Gründen trifft auf Lehre: Studierende der HHL Leipzig haben einen Kongress zum Thema FinTech organisiert. Dabei ging es auch um die Probleme der Branche.

Von Katharina-Luise Kittler

Normalerweise tummeln sich an einem Freitagmorgen hektische Studierende und Lehrende auf dem Campus der HHL in Leipzig. Sie blättern aufgeregt in ihren Unterlagen oder hetzen zum nächsten Seminar. An diesem Freitagmorgen bot sich den Besuchern der Accelerate@HHL2015 ein anderes Bild. Schick zurechtgemacht empfingen die Studierenden Unternehmer und ihre Kommilitonen. Dabei waren sie fast durchweg in Hemd und Krawatte gekleidet – mit einer guten Portion Gel in den Haaren. Sie hatten sich die letzten Wochen damit beschäftigt die fünfte Accelerate Conference der HHL zu organisieren, die unter dem Thema „The Future of Finance“ stand.

Organisiert von Studierenden der HHL, trafen sich am Wochenende Unternehmer, junge Gründer, Investoren und Studenten in Leipzig, um über die Zukunft der Finanzbranche zu diskutieren. Dabei stand vor allem die FinTech-Branche im Mittelpunkt, die momentan vor allem auf Mobile- und Online-Banking setzt.

„Banken sterben aus und das wissen sie auch“, sagte Robert Henker, CEO von Cashboard, während des ersten Panels der Konferenz über die Beziehung zwischen FinTech-Unternehmen und etablierten Banken.
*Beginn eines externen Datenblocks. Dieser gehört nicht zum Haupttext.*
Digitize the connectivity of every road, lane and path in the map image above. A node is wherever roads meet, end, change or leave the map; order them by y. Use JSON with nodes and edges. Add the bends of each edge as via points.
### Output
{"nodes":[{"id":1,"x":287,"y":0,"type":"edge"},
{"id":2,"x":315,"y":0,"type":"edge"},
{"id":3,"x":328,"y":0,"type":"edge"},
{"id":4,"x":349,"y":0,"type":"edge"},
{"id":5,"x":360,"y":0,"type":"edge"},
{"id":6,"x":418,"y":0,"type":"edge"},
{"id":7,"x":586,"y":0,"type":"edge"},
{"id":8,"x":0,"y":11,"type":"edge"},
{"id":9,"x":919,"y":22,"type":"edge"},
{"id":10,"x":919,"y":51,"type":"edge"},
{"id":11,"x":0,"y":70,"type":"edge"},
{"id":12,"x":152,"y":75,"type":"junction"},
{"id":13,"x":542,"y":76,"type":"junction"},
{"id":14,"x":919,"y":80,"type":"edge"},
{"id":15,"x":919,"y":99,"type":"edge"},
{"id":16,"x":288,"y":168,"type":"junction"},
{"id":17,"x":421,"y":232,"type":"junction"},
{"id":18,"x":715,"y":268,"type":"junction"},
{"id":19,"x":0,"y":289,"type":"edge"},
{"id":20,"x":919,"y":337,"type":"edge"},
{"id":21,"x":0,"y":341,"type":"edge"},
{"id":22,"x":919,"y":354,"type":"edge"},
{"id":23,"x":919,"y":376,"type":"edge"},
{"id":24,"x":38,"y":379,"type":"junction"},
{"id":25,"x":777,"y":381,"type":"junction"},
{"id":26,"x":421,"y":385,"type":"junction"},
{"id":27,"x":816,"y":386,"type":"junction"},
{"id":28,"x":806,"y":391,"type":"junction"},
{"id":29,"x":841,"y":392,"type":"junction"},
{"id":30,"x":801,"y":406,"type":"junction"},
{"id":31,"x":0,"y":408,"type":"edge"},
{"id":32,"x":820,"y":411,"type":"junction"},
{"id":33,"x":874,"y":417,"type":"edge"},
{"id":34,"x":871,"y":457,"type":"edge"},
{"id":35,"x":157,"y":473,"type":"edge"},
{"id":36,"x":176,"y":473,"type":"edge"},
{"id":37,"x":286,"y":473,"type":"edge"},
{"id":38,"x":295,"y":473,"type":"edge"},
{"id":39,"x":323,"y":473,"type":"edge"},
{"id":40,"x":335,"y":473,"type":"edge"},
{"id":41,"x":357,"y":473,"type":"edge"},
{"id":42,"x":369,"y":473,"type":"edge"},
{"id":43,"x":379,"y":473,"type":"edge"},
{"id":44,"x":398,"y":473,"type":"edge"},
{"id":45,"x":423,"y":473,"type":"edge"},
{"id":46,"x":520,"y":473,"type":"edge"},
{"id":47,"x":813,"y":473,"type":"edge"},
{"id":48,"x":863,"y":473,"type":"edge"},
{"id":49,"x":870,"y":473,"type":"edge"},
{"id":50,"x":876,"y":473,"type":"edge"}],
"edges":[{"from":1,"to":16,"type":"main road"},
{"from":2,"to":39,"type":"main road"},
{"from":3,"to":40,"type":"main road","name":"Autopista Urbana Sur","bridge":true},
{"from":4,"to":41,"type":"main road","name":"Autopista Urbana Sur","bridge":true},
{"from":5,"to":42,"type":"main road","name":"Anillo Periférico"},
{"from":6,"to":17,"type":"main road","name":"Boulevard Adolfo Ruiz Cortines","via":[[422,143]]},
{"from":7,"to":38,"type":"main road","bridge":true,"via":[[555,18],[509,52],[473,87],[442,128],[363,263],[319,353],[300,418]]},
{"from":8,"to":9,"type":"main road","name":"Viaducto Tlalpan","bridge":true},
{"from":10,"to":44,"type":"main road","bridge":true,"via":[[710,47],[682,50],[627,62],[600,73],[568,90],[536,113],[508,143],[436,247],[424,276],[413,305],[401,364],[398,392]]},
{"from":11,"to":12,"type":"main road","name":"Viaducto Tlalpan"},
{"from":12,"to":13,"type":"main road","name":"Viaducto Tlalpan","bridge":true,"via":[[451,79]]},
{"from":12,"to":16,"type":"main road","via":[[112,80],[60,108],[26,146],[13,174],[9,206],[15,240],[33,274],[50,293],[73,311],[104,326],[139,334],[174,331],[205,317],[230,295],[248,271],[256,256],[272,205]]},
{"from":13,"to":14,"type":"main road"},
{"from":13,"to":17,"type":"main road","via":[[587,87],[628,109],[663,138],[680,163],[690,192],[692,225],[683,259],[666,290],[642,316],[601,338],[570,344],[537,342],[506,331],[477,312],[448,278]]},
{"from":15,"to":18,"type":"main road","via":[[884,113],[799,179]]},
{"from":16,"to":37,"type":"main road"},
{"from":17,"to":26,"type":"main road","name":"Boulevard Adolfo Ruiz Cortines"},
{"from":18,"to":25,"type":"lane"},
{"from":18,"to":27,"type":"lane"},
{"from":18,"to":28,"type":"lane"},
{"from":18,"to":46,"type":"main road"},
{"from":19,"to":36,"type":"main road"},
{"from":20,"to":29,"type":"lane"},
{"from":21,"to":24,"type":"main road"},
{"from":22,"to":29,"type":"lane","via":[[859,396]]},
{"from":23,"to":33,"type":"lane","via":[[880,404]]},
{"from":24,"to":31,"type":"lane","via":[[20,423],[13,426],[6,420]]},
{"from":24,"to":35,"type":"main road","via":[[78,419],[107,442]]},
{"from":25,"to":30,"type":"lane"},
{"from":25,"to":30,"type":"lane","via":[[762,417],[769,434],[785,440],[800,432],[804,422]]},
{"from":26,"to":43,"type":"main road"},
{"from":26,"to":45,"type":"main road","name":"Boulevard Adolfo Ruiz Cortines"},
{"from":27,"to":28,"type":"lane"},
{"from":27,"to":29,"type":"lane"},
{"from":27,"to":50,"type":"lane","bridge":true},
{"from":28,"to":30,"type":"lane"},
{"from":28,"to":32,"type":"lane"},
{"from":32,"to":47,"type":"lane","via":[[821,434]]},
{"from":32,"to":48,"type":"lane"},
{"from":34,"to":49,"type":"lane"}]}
Seine Aussage beschreibt den Tenor der diesjährigen Accelerator Conference der HHL: Junge Gründer der FinTech-Szene wurden nach Sachsen eingeladen, um ihre Start-ups vorzustellen, mit Studenten ins Gespräch zu kommen und potenzielle Investoren zu treffen.

„FinTech-Unternehmen sollten eher mit den Banken kooperieren anstatt mit ihnen im Wettbewerb zu stehen“, meint Nasir Zubairi im Gespräch mit WirtschaftsWoche Gründer. Der 39-jährige ist Gründer von New Buckland, eine auf FinTech spezialisierte Beratungsfirma und Partner bei FinLeap, einem FinTech-Unternehmensgründer der Hitfox Group. Seit über 15 Jahren arbeitet Zubairi in der Finanzindustrie und ist Sloan Fellow an der London Business School. FinTech-Unternehmen sollten den Stellenwert der Banken nicht unterschätzen. „Die momentane Infrastruktur gibt es bis jetzt noch nicht her, dass wir komplett auf Banken verzichten können. Deswegen sollten junge Gründer mit den Banken zusammenarbeiten und gemeinsam neue Produkte entwickeln“, sagt Zubairi.